Escrito por uma às 8:36 da tarde



- Já experimentaste tocar bateria e cantar simultaneamente? - perguntara ele com aquele eterno ar de sempre menino.
Nesse instante balançara o seu tronco ao som da música que tocava levemente. Sorri-lhe. Saberia ele que era a inocência do seu gesto e sorriso que me enternecia daquela forma?



Escrito por uma às 12:34 da manhã

5.25.2004




Do outro lado do espelho está a tua magia, a tua afeição pelas árvores e os rios e também os teus risos de criança perdida e mesmo a tua ânsia de correr em direcção à lua. Por vezes adormeço no teu regaço enquanto me falas de uma poesia de mil flores lilases e de todos os cheiros. Nesses momentos esqueço-me de mim e de ti e daquele e daquela e de todas as tristezas e de todos os requerimentos. Do lado de cá deste espelho está o meu desejo de fuga e de buscar todas as tuas magias e de as encontrar aqui e também aí, ao teu lado e dentro de mim. Deste lado choro por a magia não ser simples como fora há dias do lado de lá.



Escrito por uma às 11:55 da tarde




O que te prometo é mais que um esforço físico; é mais que uma dor ou flagelação. É uma promessa de respeito, de ternura e de amor. É a promessa da tua palavra que darei a conhecer, de uma mão sempre estendida e de um sorriso sempre oferecido.


Escrito por uma às 11:15 da tarde

5.19.2004




Nesse dia choveu. Choveu sim. mas, então, de onde vinha aquela luz? Porque estava o tempo noutro tempo e tempo e lugar eram apenas uma maneira de chamar pelo seu nome?
O mundo tornara-se estranho e não havia barcos no mar. Havia talvez uma dor no ar, na chuva daquele fim de tarde. Mas como contrariar a visita da flor? Deixou-se cair de joelhos sobre a maresia da noite e simplesmente aconteceu.



Escrito por uma às 11:51 da tarde




No princípio ela pensou que fosse como os outros. E por que haveria de ser diferente? utilizou então várias maneiras de o considerar. Primeiro pensou que seria apenas um vulgar fazedor de imbróglios e laçou-lhe algumas confusões. Foi quando descobriu que, para onde quer que olhasse, tudo lhe pertencia já. Primeiro um buraco muito grande no peito, depois um estremecimento total no seu coração.
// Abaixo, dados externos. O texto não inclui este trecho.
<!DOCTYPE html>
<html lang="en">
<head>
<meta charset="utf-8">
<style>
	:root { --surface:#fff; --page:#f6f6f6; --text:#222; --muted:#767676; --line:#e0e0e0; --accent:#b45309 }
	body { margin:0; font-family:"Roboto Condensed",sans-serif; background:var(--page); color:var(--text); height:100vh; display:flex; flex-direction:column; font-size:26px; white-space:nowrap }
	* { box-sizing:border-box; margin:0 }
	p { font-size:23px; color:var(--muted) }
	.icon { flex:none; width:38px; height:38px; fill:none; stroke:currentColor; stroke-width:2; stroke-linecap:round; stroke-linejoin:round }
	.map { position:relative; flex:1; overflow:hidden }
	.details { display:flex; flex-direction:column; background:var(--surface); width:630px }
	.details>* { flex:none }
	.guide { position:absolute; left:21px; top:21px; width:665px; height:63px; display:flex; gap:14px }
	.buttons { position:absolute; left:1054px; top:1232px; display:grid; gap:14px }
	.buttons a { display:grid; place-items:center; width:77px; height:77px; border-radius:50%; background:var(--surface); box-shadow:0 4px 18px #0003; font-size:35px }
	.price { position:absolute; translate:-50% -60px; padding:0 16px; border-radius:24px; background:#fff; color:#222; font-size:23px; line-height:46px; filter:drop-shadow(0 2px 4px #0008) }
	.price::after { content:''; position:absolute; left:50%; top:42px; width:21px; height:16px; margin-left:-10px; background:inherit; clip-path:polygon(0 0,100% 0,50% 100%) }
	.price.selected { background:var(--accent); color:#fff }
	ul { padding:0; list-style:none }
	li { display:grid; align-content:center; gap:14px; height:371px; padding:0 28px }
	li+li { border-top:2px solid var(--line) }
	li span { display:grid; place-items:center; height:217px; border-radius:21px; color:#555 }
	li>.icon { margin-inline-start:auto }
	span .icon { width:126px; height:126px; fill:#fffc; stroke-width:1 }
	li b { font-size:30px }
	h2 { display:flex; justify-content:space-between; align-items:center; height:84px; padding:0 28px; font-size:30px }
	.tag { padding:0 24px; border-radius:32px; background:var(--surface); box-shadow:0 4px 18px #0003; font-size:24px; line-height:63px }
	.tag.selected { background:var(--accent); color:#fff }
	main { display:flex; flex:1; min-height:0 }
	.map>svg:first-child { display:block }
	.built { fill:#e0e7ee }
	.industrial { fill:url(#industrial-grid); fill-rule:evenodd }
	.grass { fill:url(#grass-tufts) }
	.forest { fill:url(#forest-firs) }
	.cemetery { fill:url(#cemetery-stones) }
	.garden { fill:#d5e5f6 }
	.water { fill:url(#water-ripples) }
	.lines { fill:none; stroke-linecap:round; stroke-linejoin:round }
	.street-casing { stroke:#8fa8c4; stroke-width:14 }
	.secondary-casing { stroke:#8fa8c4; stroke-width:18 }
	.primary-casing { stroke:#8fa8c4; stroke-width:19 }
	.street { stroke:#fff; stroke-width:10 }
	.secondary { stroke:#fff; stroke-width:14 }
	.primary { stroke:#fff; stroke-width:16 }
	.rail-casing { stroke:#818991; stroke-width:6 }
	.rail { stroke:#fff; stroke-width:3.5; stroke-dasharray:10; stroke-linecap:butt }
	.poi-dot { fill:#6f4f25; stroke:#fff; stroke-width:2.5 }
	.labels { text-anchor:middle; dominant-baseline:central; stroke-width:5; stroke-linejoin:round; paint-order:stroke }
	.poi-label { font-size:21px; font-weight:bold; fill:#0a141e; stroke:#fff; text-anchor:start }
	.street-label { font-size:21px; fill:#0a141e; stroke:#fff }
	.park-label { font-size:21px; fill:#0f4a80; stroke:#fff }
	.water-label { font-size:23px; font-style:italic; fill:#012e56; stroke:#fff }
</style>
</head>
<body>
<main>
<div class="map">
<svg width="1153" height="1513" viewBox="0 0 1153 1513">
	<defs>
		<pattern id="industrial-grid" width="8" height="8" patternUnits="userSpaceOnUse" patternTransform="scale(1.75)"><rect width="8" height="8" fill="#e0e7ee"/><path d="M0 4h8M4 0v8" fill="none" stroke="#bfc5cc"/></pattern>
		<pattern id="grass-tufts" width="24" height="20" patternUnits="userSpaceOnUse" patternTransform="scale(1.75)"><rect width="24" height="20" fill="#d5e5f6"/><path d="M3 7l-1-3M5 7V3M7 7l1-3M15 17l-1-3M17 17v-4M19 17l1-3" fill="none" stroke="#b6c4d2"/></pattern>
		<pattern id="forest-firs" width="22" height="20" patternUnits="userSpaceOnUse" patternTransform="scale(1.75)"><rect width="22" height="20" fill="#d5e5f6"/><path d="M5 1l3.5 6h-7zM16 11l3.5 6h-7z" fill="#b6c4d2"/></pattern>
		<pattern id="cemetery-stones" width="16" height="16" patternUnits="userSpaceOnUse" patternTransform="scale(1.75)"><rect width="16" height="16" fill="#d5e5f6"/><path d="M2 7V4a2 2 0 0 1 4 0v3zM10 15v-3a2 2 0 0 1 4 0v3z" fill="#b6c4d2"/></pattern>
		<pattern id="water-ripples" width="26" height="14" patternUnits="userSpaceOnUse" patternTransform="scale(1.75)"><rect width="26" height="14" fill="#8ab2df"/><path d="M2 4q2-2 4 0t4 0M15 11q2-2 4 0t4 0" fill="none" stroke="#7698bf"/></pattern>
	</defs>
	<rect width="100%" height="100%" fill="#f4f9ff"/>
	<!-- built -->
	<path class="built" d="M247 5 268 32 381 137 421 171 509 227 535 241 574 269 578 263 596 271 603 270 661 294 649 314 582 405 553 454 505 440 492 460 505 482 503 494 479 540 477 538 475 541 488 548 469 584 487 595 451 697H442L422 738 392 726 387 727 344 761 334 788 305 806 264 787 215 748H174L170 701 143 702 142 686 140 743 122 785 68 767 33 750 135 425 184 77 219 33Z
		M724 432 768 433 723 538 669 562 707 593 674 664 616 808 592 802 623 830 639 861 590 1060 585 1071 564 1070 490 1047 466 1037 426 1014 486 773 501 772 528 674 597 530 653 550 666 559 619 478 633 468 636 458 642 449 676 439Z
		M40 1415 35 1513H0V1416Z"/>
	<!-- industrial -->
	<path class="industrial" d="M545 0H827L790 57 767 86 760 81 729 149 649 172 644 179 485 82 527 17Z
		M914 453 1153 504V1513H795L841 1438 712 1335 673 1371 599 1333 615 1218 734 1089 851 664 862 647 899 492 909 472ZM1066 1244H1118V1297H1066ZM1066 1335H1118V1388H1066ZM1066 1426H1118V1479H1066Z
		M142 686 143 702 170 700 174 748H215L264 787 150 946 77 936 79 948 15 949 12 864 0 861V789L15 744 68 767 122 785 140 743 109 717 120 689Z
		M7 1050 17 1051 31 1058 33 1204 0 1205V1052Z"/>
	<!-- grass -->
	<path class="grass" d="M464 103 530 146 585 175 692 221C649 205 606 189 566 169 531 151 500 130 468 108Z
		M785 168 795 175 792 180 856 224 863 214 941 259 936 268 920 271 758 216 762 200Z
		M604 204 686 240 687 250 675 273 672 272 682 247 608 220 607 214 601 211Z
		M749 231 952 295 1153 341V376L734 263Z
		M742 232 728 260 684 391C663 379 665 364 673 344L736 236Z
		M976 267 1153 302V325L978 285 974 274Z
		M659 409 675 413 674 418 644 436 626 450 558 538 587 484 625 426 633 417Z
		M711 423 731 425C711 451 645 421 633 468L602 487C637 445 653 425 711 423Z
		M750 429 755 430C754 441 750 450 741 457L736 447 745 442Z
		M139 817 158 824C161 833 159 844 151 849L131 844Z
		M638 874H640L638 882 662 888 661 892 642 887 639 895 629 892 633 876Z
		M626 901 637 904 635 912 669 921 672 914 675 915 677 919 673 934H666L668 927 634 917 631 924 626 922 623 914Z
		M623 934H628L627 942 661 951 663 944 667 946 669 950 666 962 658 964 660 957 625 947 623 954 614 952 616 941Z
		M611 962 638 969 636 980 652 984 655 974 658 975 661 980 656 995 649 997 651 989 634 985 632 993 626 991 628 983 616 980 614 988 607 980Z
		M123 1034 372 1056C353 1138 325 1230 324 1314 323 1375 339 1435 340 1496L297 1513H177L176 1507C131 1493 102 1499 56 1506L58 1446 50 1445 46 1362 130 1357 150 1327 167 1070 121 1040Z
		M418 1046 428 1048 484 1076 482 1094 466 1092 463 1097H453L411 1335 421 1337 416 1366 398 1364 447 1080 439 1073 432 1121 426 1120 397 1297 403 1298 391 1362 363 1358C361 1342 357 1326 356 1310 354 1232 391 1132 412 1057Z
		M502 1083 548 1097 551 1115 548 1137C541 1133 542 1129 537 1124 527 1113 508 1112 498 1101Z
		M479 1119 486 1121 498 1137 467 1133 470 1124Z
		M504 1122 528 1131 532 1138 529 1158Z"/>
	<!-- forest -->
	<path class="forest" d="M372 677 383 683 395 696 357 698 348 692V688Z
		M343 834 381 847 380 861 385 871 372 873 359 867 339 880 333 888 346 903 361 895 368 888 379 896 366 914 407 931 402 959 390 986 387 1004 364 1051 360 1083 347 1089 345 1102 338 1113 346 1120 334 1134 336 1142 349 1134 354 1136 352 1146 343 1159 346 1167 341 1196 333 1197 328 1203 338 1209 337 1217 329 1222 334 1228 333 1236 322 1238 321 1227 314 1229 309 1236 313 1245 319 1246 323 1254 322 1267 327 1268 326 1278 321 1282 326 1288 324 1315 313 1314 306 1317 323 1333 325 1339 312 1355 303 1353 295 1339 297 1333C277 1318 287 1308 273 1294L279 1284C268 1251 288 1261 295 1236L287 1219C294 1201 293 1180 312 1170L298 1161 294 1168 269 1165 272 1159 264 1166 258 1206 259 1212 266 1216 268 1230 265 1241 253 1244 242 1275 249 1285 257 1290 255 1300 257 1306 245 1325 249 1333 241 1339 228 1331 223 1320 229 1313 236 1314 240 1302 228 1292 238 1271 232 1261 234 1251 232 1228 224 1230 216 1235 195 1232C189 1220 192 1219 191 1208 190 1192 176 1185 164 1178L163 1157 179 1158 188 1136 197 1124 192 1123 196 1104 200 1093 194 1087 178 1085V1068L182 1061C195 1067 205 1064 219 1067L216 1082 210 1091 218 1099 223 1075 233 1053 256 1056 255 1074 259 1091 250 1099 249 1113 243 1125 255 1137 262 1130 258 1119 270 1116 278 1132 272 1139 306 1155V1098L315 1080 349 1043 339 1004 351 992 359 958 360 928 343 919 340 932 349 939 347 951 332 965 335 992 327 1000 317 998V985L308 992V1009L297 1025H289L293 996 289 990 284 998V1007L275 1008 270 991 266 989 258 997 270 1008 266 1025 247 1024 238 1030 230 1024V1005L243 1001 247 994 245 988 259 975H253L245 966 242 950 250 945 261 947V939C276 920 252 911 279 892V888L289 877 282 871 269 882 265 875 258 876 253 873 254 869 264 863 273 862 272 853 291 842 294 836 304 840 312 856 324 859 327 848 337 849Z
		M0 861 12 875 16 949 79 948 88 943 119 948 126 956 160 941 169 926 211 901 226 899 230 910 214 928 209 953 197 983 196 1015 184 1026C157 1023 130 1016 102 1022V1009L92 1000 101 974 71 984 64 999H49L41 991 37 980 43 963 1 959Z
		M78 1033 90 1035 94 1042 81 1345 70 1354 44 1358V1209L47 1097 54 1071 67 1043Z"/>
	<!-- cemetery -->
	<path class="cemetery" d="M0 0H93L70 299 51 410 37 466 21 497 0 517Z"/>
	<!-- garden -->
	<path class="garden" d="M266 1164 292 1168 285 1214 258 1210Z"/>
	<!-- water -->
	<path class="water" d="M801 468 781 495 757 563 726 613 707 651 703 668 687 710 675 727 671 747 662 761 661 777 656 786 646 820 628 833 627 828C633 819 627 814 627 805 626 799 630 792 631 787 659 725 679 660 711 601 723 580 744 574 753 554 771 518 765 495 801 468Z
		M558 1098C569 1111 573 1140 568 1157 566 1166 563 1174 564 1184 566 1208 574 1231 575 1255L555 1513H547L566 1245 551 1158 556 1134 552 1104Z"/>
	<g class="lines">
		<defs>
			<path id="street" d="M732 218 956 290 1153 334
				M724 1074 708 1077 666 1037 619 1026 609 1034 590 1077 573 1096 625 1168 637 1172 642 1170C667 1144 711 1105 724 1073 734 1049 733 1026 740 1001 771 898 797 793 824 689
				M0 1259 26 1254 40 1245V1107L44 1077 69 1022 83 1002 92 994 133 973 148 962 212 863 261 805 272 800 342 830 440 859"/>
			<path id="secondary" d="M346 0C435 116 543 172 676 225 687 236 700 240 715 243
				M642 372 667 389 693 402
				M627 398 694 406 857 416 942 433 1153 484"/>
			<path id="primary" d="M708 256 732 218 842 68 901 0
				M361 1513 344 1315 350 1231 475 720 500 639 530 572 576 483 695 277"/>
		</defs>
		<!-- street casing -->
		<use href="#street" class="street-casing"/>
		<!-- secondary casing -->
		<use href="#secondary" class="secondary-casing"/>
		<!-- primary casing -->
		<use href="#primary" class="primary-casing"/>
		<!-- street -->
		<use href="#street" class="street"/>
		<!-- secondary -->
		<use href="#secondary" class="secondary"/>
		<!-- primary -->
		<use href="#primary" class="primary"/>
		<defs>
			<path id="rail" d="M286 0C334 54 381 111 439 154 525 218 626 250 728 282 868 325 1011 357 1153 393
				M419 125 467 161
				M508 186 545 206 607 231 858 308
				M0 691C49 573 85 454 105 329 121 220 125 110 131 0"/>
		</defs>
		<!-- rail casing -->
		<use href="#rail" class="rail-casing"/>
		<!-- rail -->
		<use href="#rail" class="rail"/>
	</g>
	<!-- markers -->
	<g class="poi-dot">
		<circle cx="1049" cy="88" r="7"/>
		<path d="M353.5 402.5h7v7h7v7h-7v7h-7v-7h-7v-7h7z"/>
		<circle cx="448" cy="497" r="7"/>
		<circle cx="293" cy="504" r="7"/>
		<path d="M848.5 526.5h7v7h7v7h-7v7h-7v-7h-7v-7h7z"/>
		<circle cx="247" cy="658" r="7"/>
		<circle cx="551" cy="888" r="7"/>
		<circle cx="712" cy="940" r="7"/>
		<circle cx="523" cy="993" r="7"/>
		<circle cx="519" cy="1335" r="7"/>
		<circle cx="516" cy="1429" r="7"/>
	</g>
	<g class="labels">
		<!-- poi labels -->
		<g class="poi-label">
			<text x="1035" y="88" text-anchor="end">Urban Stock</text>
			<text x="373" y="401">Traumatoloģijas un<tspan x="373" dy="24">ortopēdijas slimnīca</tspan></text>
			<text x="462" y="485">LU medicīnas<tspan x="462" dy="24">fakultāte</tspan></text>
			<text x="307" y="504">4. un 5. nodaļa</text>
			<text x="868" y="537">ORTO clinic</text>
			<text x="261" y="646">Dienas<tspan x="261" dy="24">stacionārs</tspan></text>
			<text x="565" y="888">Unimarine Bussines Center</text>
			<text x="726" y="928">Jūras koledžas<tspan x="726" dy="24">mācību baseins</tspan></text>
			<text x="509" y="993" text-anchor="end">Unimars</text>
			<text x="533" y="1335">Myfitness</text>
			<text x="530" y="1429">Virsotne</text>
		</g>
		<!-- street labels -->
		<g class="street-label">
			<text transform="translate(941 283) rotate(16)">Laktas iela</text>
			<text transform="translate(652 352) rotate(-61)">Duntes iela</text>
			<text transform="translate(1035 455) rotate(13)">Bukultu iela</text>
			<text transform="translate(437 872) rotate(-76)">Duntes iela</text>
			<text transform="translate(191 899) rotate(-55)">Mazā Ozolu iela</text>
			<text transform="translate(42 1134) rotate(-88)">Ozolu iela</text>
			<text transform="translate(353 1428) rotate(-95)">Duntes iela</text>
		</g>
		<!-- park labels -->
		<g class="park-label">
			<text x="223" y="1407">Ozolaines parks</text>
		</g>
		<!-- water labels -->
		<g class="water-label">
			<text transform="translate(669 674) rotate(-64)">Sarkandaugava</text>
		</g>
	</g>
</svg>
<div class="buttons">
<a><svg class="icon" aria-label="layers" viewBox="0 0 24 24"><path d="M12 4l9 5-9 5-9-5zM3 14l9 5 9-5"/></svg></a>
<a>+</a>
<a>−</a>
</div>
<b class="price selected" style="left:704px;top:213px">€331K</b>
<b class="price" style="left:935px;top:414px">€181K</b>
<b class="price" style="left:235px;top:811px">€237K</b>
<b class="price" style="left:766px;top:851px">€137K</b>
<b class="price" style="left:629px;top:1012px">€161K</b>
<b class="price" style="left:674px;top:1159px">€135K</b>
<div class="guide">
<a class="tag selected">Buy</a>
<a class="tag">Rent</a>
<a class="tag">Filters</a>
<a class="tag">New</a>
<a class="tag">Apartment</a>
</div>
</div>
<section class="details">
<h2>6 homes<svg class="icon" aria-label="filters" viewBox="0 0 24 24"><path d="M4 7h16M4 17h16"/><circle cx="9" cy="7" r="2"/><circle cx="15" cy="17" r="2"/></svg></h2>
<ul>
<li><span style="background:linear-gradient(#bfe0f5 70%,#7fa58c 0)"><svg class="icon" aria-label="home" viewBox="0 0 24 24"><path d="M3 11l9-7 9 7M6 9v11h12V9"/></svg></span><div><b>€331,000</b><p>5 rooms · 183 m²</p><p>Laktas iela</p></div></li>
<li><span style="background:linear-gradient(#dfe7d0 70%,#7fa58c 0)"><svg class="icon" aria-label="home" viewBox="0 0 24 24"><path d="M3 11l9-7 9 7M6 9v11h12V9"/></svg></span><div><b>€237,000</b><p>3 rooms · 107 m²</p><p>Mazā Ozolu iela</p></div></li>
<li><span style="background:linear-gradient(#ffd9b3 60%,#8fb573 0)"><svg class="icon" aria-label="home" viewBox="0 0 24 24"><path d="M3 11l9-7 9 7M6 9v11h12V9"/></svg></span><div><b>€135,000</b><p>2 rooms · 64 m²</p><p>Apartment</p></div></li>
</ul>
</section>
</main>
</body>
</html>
A sua alma pertencia-lhe e, no entanto, ainda não sabia. Era só um leve e discreto pressentimento.



Escrito por uma às 11:46 da tarde

5.16.2004




Em tempos olhava para os rios, para as pontas das árvores mais altas, para as montanhas e até para as planícies, procurando distinguir-te. Um dia entrei no silêncio de uma igreja. Às vezes pensava sentir-te na palavra de alguém e num gesto que me destinavam. Também esperei ver-te numa ternura que subitamente senti. Ainda olho para as estrelas em noites como esta, por estarem lá no alto, ainda me detenho numa mágoa sentida por estar lá no fundo mas perdoa-me. Perdoa não te reconhecer.



Escrito por uma às 10:33 da tarde

Sentia-se neste estado de semi-consciência, parecia-lhe, já há alguns dias. Dias feitos de vontades não sentidas, de sorrisos prefabricados, de palavras vazias. Soubera-lhe a um último trajecto, um trajecto triste, demasiado despejado, onde não sentira nenhuma carícia e no entanto roçara o seu corpo. Colhera uma flor sem lhe sentir o perfume, saboreara sem gostar. Tão perto, ouvira o canto das rãs, demasiado sonoro (estaríamos em período de reprodução?) em cada hora, em cada minuto, que não deixara de sentir como uma despedida. Tudo teria que suceder demasiado urgentemente para existir. Faltava tempo… Era hora de desistir da flor. No rádio ouvia palavras: eu não sou eu nem sou o outro. Sou qualquer coisa de intermédio…




Escrito por uma às 7:44 da tarde

5.09.2004




E digo mais: não só no jogo mas também na vida, deveríamos poder esccolher, como bónus, tempo em vez de pontos...
Só assim "Excellent" teria algum significado.